CEO Raymond Belter commented on the company's results in the second quarter:

We remain confident in our future growth opportunities, even as we manage aggressively through our short-term challenges. In transit, we have a record and growing backlog, with significant projects in all major markets around the world, and we are making meaningful progress in the Faiveley integration, with margins improving during the year. In freight, our backlog has now increased for three consecutive quarters, and demand appears to be stable in our key markets. Finally, we continue to invest in our balanced growth strategies, including new products and acquisitions, around the world.

Rail market conditions haven't improved as quickly as Wabtec expected this year. While there are some positive signs in the market, the industry as a whole remains cautious. That uncertainty was evident in rail car maker The Greenbrier Companies' (NYSE: GBX) recently reported fiscal third-quarter results.

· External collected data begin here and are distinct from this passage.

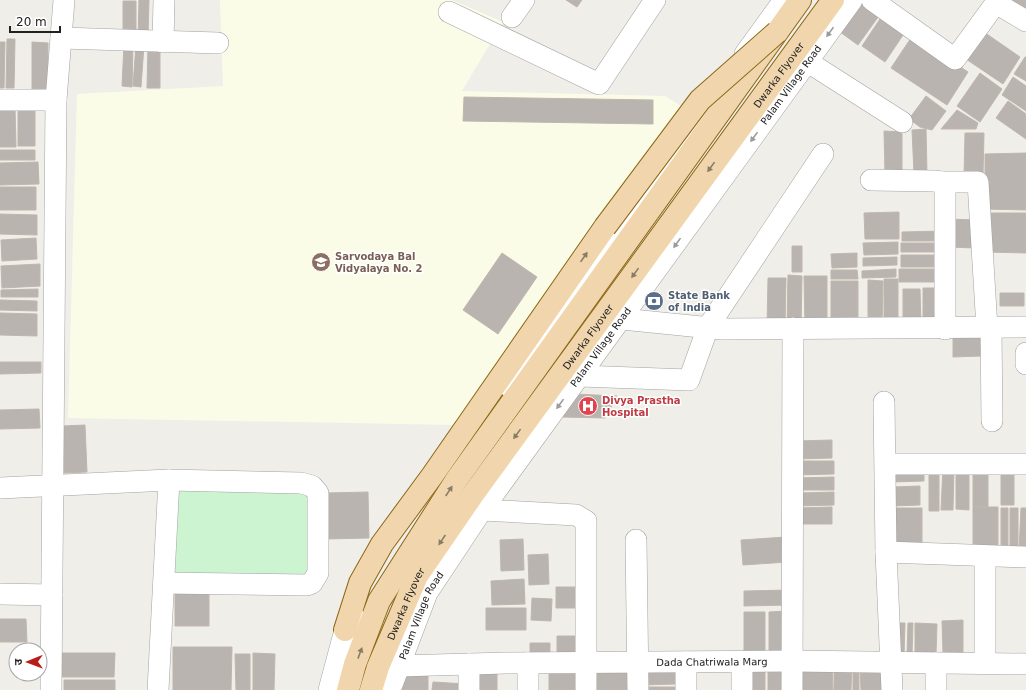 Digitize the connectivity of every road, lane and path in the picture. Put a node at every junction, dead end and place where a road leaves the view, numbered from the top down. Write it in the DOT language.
graph roads {
  1 [pos="64,0"];
  2 [pos="164,0"];
  3 [pos="524,0"];
  4 [pos="656,0"];
  5 [pos="787,0"];
  6 [pos="833,0"];
  7 [pos="852,0"];
  8 [pos="872,0"];
  9 [pos="997,1"];
  10 [pos="449,12"];
  11 [pos="512,17"];
  12 [pos="1026,21"];
  13 [pos="777,32"];
  14 [pos="61,38"];
  15 [pos="163,42"];
  16 [pos="218,43"];
  17 [pos="808,62"];
  18 [pos="0,100"];
  19 [pos="56,100"];
  20 [pos="902,122"];
  21 [pos="823,154"];
  22 [pos="871,180"];
  23 [pos="941,182"];
  24 [pos="622,319"];
  25 [pos="708,327"];
  26 [pos="1026,327"];
  27 [pos="793,328"];
  28 [pos="989,328"];
  29 [pos="945,329"];
  30 [pos="1026,354"];
  31 [pos="1026,364"];
  32 [pos="580,376"];
  33 [pos="884,402"];
  34 [pos="992,421"];
  35 [pos="886,464"];
  36 [pos="1026,464"];
  37 [pos="169,480"];
  38 [pos="54,487"];
  39 [pos="0,488"];
  40 [pos="482,510"];
  41 [pos="636,540"];
  42 [pos="886,552"];
  43 [pos="985,556"];
  44 [pos="1026,557"];
  45 [pos="164,583"];
  46 [pos="0,594"];
  47 [pos="52,595"];
  48 [pos="345,630"];
  49 [pos="793,661"];
  50 [pos="892,661"];
  51 [pos="587,662"];
  52 [pos="639,662"];
  53 [pos="686,662"];
  54 [pos="742,662"];
  55 [pos="936,662"];
  56 [pos="528,663"];
  57 [pos="985,663"];
  58 [pos="469,664"];
  59 [pos="1026,664"];
  60 [pos="398,666"];
  61 [pos="51,690"];
  62 [pos="158,690"];
  63 [pos="329,690"];
  64 [pos="348,690"];
  65 [pos="371,690"];
  66 [pos="390,690"];
  67 [pos="468,690"];
  68 [pos="528,690"];
  69 [pos="586,690"];
  70 [pos="638,690"];
  71 [pos="686,690"];
  72 [pos="742,690"];
  73 [pos="792,690"];
  74 [pos="892,690"];
  75 [pos="936,690"];
  1 -- 14 [label="street"];
  2 -- 15 [label="street"];
  3 -- 11 [label="street"];
  4 -- 10 [label="street"];
  5 -- 13 [label="main road, Dwarka Flyover"];
  5 -- 48 [label="street"];
  6 -- 65 [label="main road, Dwarka Flyover, one-way"];
  7 -- 17 [label="street, Palam Village Road, one-way"];
  8 -- 9 [label="street"];
  9 -- 12 [label="street"];
  48 -- 13 [label="main road, one-way, bridge"];
  64 -- 13 [label="main road, Dwarka Flyover, one-way, bridge"];
  14 -- 15 [label="street"];
  14 -- 19 [label="street"];
  15 -- 16 [label="street"];
  17 -- 20 [label="street"];
  17 -- 24 [label="street, Palam Village Road, one-way"];
  18 -- 19 [label="street"];
  19 -- 38 [label="street"];
  21 -- 25 [label="street"];
  22 -- 23 [label="street"];
  23 -- 28 [label="street"];
  23 -- 29 [label="street"];
  24 -- 25 [label="street"];
  24 -- 32 [label="street, Palam Village Road"];
  25 -- 27 [label="street"];
  25 -- 32 [label="street"];
  26 -- 28 [label="street"];
  27 -- 29 [label="street"];
  27 -- 49 [label="street"];
  28 -- 29 [label="street"];
  28 -- 34 [label="street"];
  30 -- 31 [label="street"];
  32 -- 40 [label="street, Palam Village Road, one-way"];
  33 -- 35 [label="street"];
  35 -- 36 [label="street"];
  35 -- 42 [label="street"];
  37 -- 38 [label="street"];
  37 -- 45 [label="street"];
  37 -- 45 [label="street"];
  38 -- 39 [label="street"];
  38 -- 47 [label="street"];
  40 -- 51 [label="street"];
  40 -- 60 [label="street, Palam Village Road"];
  41 -- 52 [label="street"];
  42 -- 43 [label="street"];
  42 -- 50 [label="street"];
  43 -- 44 [label="street"];
  43 -- 57 [label="street"];
  45 -- 62 [label="street"];
  46 -- 47 [label="street"];
  47 -- 61 [label="street"];
  48 -- 63 [label="street"];
  49 -- 50 [label="street, Dada Chatriwala Marg"];
  49 -- 54 [label="street, Dada Chatriwala Marg"];
  49 -- 73 [label="street"];
  50 -- 55 [label="street, Dada Chatriwala Marg"];
  50 -- 74 [label="street"];
  51 -- 52 [label="street, Dada Chatriwala Marg"];
  51 -- 56 [label="street, Dada Chatriwala Marg"];
  51 -- 69 [label="street"];
  52 -- 53 [label="street, Dada Chatriwala Marg"];
  52 -- 70 [label="street"];
  53 -- 54 [label="street, Dada Chatriwala Marg"];
  53 -- 71 [label="street"];
  54 -- 72 [label="street"];
  55 -- 57 [label="street, Dada Chatriwala Marg"];
  55 -- 75 [label="street"];
  56 -- 58 [label="street, Dada Chatriwala Marg"];
  56 -- 68 [label="street"];
  57 -- 59 [label="street, Dada Chatriwala Marg"];
  58 -- 60 [label="street, Dada Chatriwala Marg"];
  58 -- 67 [label="street"];
  60 -- 66 [label="street, Palam Village Road"];
}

On the positive side, Greenbrier noted that it received 11,000 rail car orders during the quarter, which boosted its backlog to 31,000. However, CEO William Furman stated, "While we see emerging improvements in North American and European rail markets, we still expect a challenging commercial environment into calendar 2018."

Looking forward 

Given those challenges, as well as the revised timing of sales and projects already in the backlog, Wabtec is adjusting its full-year guidance. The company now anticipates that revenue will be about $3.85 billion and earnings will be $3.55 to $3.70 per share. That forecast is a bit lower than the one it provided last quarter, when it expected full-year revenue of around $4.1 billion and earnings between $3.95 and $4.15 per share.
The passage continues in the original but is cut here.